Hopefully, if I act normal, they will, too.
15
FISCHER
Matthew has an excessive amount of my attention this morning. When Donna commented that he looked thin, I found myself doing a full visual assessment, which left me feeling like he looked particularly good. He’s trim, but I wouldn’t call him thin. He’s all long, lean muscle and sun-kissed skin.
He takes a seat next to me at the table, smelling like me—my sheets—and I get slightly disoriented. My head hurts this morning, mainly where I hit it—a small lump and a bruise having appeared overnight, but also in general. Tylenol hasn’t helped.
In front of Dick and Donna, Matthew takes hold of me by the chin, turns my head and examines the injury with a scowl. “How’s your head?”
“Hurts,” I admit.
“You didn’t take aspirin, did you?” he asks.
“Just Tylenol.”
“Good.” To Dick and Donna he says while still examining me, “He hit his head last night—knocked him out.”
“I told them already,” I say, annoyed by all the fuss. “It was the first thing they noticed.”
“You didn’t say you lost consciousness,” Donna says. “You should see a doctor.”
“She’s right,” Matthew says, letting my chin go.
“I don’t remember you saying anything about that last night.”
“I have a feeling there’s a lot you don’t remember about last night,” he mutters.
I frown at that as Donna clears her throat. Ignoring her, I want to tell Matthew that I remember most of last night pretty well. Including the part where he used his undershirt to clean my cum off my slacks in front of a room full of people. This just went from awkward to awkward.
“Boys,” Donna says with a tight smile at us both. I’d think she’d appreciate how close her sons are now, especially given the fact that I spent the entirety of my teen and young adult years doing everything I could to deny the twins’ existence.
You’ve never seen anyone switch from angel to asshole the way I did at thirteen. College couldn’t come quick enough. When I changed my name, I was a breath away from annulling the adoption, too, but I didn’t.
The problem wasn’t Dick and Donna—the problem was me.
They told me I was adopted when I was in elementary school. Their love was so undiluted then that I didn’t even mind. I felt lucky. They chose me. But then came the twins—their own flesh and blood. Their miracles.
Now that I have a child of my own, I can’t imagine how hard having two newborns at once must have been. But the selfish teen I was back then felt attacked by it. My needs went immediately to the back burner, and I was left to more or less fend for myself. Dick and Donna were in survival mode.
Like I said, I get it now, but I can’t undo the feelings it brought up about not belonging—about not being enough. About being a burden it turned out they didn’t actually need to take on.

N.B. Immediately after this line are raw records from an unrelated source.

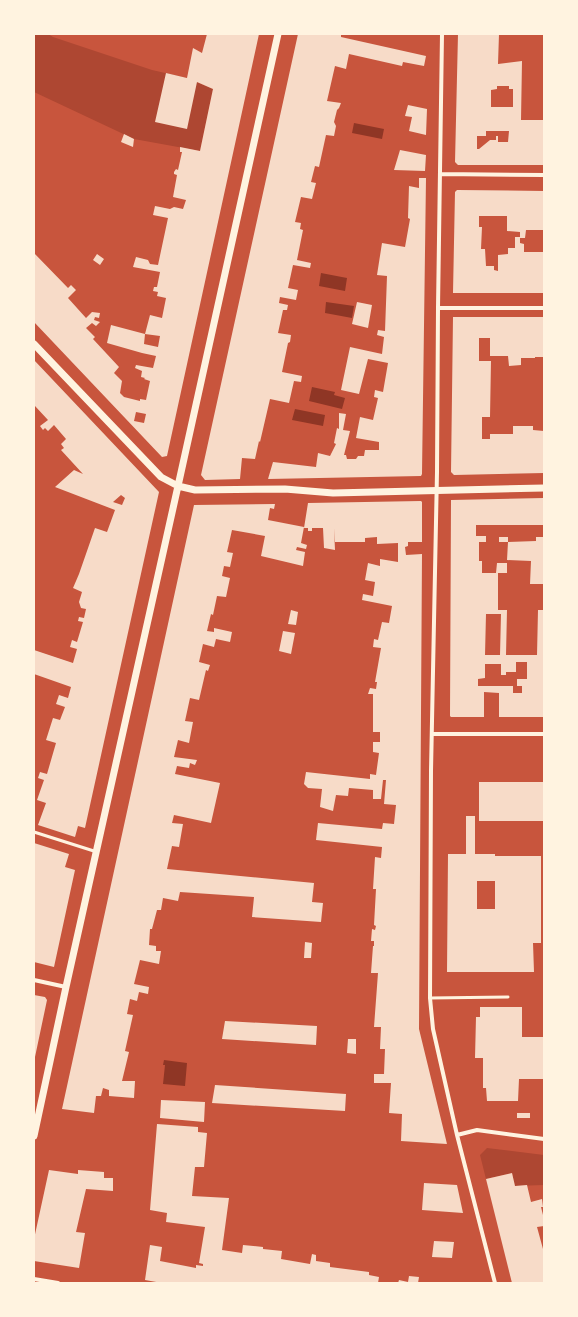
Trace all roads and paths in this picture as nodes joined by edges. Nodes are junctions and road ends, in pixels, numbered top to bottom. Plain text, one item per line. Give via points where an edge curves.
1 (278, 34) edge
2 (442, 34) edge
3 (440, 174) junction
4 (544, 176) edge
5 (438, 308) junction
6 (544, 308) edge
7 (34, 344) edge
8 (178, 486) junction
9 (544, 488) edge
10 (437, 490) junction
11 (432, 734) junction
12 (544, 734) edge
13 (34, 832) edge
14 (97, 852) junction
15 (34, 980) edge
16 (66, 987) junction
17 (508, 997) dead end
18 (430, 998) junction
19 (457, 1135) junction
20 (34, 1136) edge
21 (544, 1139) edge
22 (34, 1279) edge
23 (58, 1283) edge
24 (495, 1283) edge

1 - 8 street
2 - 3 street
3 - 4 street
3 - 5 street
5 - 6 street
5 - 10 street
7 - 8 street via 161,477
8 - 10 street via 195,490 285,489 333,493
8 - 14 street
9 - 10 street
10 - 11 street
11 - 12 street
11 - 18 street
13 - 14 lane
14 - 16 street
15 - 16 street
16 - 20 street
17 - 18 lane
18 - 19 street via 433,1029
19 - 21 street via 477,1130
19 - 24 street
22 - 23 street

To be clear—they’ve never said anything like that to me. I’m relatively sure I broke their hearts. I think they see Vaughn as their do-over—either that or as a way to prove to me that they’ve never once regretted adopting me. They love him without reservation.

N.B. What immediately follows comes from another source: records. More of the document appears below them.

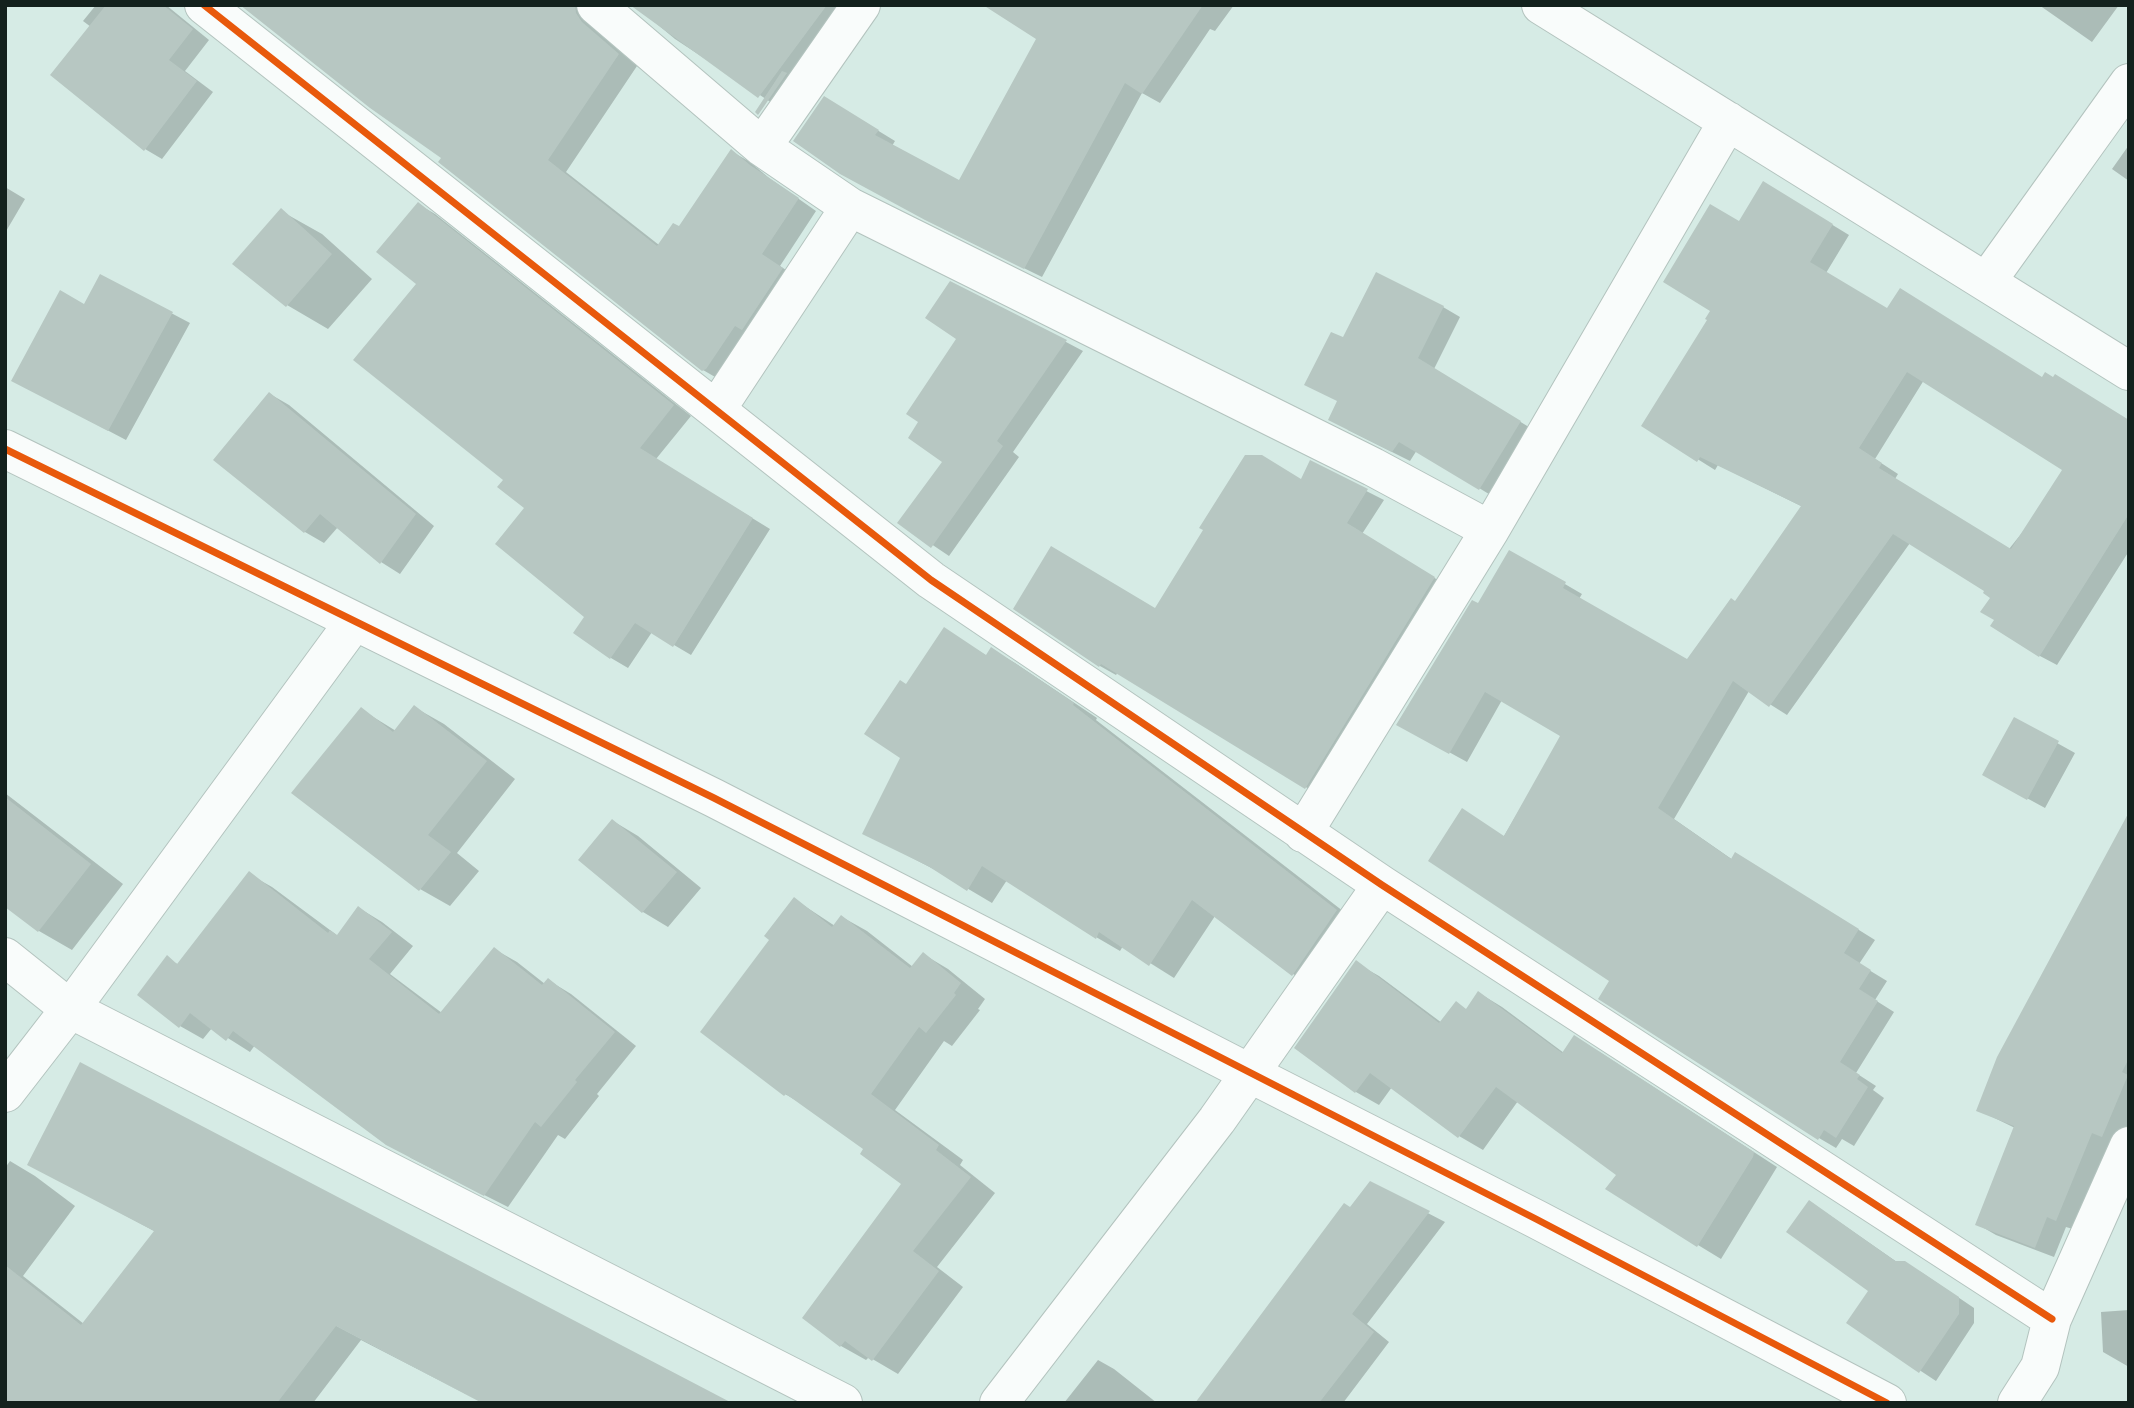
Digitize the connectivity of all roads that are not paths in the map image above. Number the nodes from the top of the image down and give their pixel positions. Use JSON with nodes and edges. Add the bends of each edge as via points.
{"nodes":[{"id":1,"x":204,"y":5,"type":"edge"},
{"id":2,"x":596,"y":5,"type":"edge"},
{"id":3,"x":862,"y":5,"type":"edge"},
{"id":4,"x":1541,"y":5,"type":"edge"},
{"id":5,"x":2129,"y":83,"type":"edge"},
{"id":6,"x":1728,"y":121,"type":"junction"},
{"id":7,"x":762,"y":147,"type":"junction"},
{"id":8,"x":849,"y":207,"type":"junction"},
{"id":9,"x":1987,"y":281,"type":"junction"},
{"id":10,"x":2129,"y":371,"type":"edge"},
{"id":11,"x":716,"y":410,"type":"junction"},
{"id":12,"x":5,"y":449,"type":"edge"},
{"id":13,"x":1490,"y":530,"type":"junction"},
{"id":14,"x":354,"y":622,"type":"junction"},
{"id":15,"x":1303,"y":833,"type":"junction"},
{"id":16,"x":1382,"y":885,"type":"junction"},
{"id":17,"x":5,"y":957,"type":"edge"},
{"id":18,"x":70,"y":1009,"type":"junction"},
{"id":19,"x":1251,"y":1074,"type":"junction"},
{"id":20,"x":5,"y":1093,"type":"edge"},
{"id":21,"x":2129,"y":1146,"type":"edge"},
{"id":22,"x":2052,"y":1319,"type":"junction"},
{"id":23,"x":843,"y":1403,"type":"edge"},
{"id":24,"x":999,"y":1403,"type":"edge"},
{"id":25,"x":1887,"y":1403,"type":"edge"},
{"id":26,"x":2017,"y":1403,"type":"edge"}],
"edges":[{"from":1,"to":11,"type":"street"},
{"from":2,"to":7,"type":"street"},
{"from":3,"to":7,"type":"street"},
{"from":4,"to":6,"type":"street"},
{"from":5,"to":9,"type":"street"},
{"from":6,"to":9,"type":"street"},
{"from":6,"to":13,"type":"street"},
{"from":7,"to":8,"type":"street"},
{"from":8,"to":11,"type":"street"},
{"from":8,"to":13,"type":"street","via":[[1373,467]]},
{"from":9,"to":10,"type":"street"},
{"from":11,"to":15,"type":"street","via":[[930,580]]},
{"from":12,"to":14,"type":"street"},
{"from":13,"to":15,"type":"street"},
{"from":14,"to":18,"type":"street"},
{"from":14,"to":19,"type":"street","via":[[726,804]]},
{"from":15,"to":16,"type":"street"},
{"from":16,"to":19,"type":"street"},
{"from":16,"to":22,"type":"street"},
{"from":17,"to":18,"type":"street"},
{"from":18,"to":20,"type":"street"},
{"from":18,"to":23,"type":"street"},
{"from":19,"to":24,"type":"street"},
{"from":19,"to":25,"type":"street"},
{"from":21,"to":22,"type":"street"},
{"from":22,"to":26,"type":"street","via":[[2040,1367]]}]}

I’m grateful for them. Which is one of the reasons my feelings for Matthew are so complicated. Still, I care more about his opinion than theirs. And I refuse to fuck things up with him, no matter how good he looks in sweatpants. He’s seen me at my best and my worst, and, with the forever exception of my son, I love him more than I love anyone.
I’ve put far too much work and time into this friendship we’ve built to have it blow up over something as stupid as the fact that I sometimes want to touch more than his legs. He doesn’t think of me like that, and I’m way too attached to him.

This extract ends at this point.